Madelisa no soporta oírle hablar de ello. Por alguna razón, ha podido permitirse gastar mil trescientos dólares en una cámara cuando no pudo gastar ni un céntimo en
Frisbee.

—Fíjate, todos esos balcones y el tejado rojo —dice—. Imagina vivir en un sitio así.

«Si viviéramos en un sitio así —piensa ella—, no me importaría que compraras videocámaras caras y una tele con pantalla de plasma, y podríamos habernos permitido pagar el veterinario de
Frisbee.»

—No puedo ni imaginármelo —dice mientras posa delante de la duna. El basset se ha sentado a sus pies, resollando.

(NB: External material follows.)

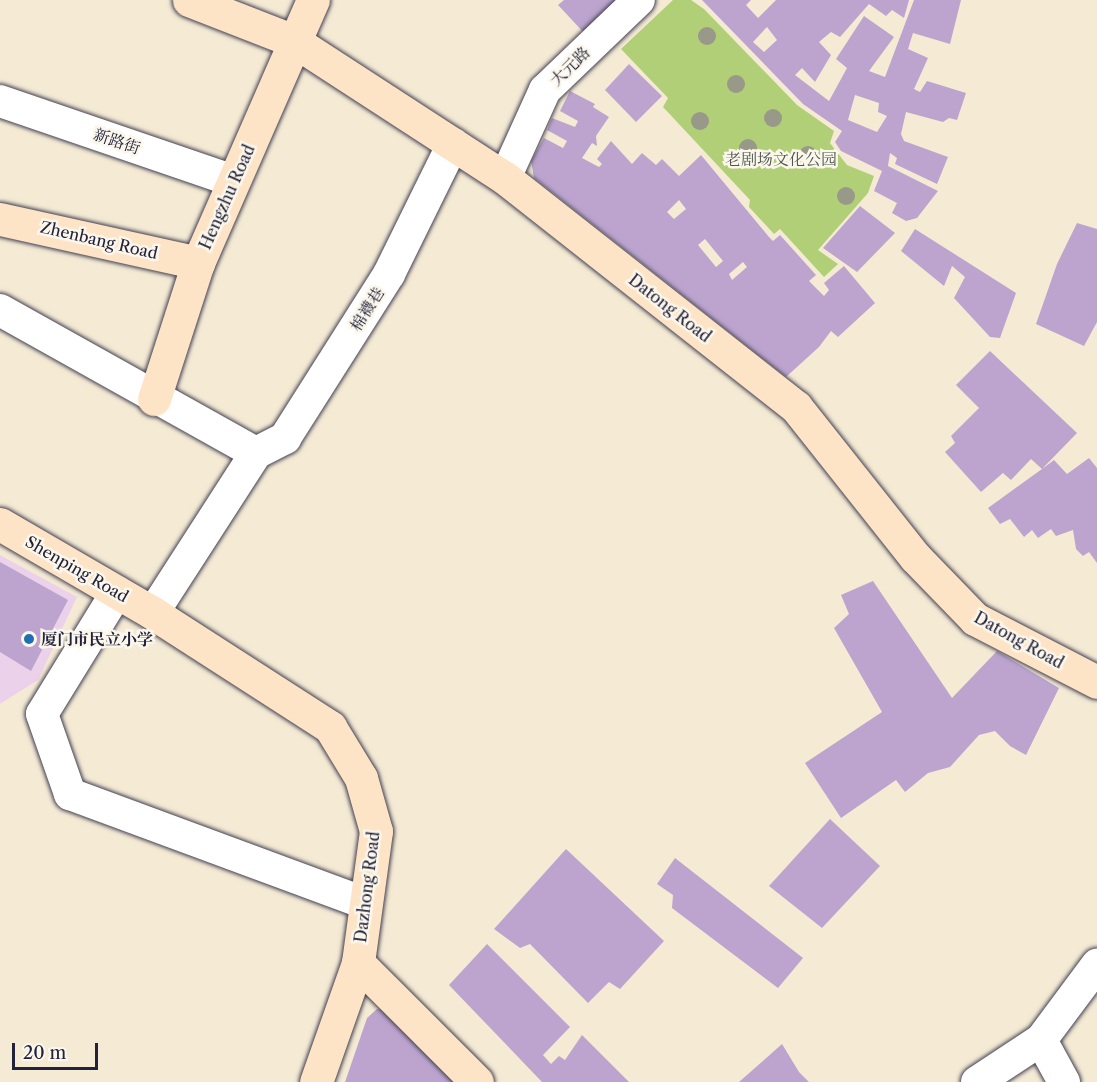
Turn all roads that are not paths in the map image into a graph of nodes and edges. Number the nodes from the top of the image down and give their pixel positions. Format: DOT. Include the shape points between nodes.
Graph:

—Tengo entendido que hay una de treinta millones de dólares por ahí. —Señala—. Sonríe. Eso no es una sonrisa. Una sonrisa bien grande. Me parece que es propiedad de algún famoso, igual del tipo que puso en marcha Wal-Mart. ¿Por qué jadea tanto ese perro? No hace tanto calor. Y también está temblando. Igual está enfermo, podría tener la rabia.

—No, cariño mío, tiembla porque está asustado. Quizá tiene sed. Ya te he dicho que trajeras una botella de agua. Y el tipo que puso en marcha Wal-Mart ya murió —añade, mientras acaricia al chucho y escudriña la playa. No ve a nadie cerca, sólo alguna que otra persona en la lejanía, pescando—. Me parece que se ha perdido —dice—. No veo a nadie por aquí que pueda ser su dueño.

—Lo buscaremos, filmaremos un poco.

—¿Buscar, qué? —pregunta ella, con el perro pegado a las piernas, venga jadear y temblar. Le echa un buen vistazo y repara en que le hace falta un baño y también que le recorten las garras. Luego se fija en algo más—: Ay, Dios mío, me parece que está herido. —Le toca la cerviz, se mira los dedos ensangrentados y empieza a removerle el pelaje en busca de una herida, pero no la encuentra—. Vaya, qué raro. ¿Cómo se habrá manchado de sangre? Tiene más por aquí, pero no parece estar herido. Qué asco.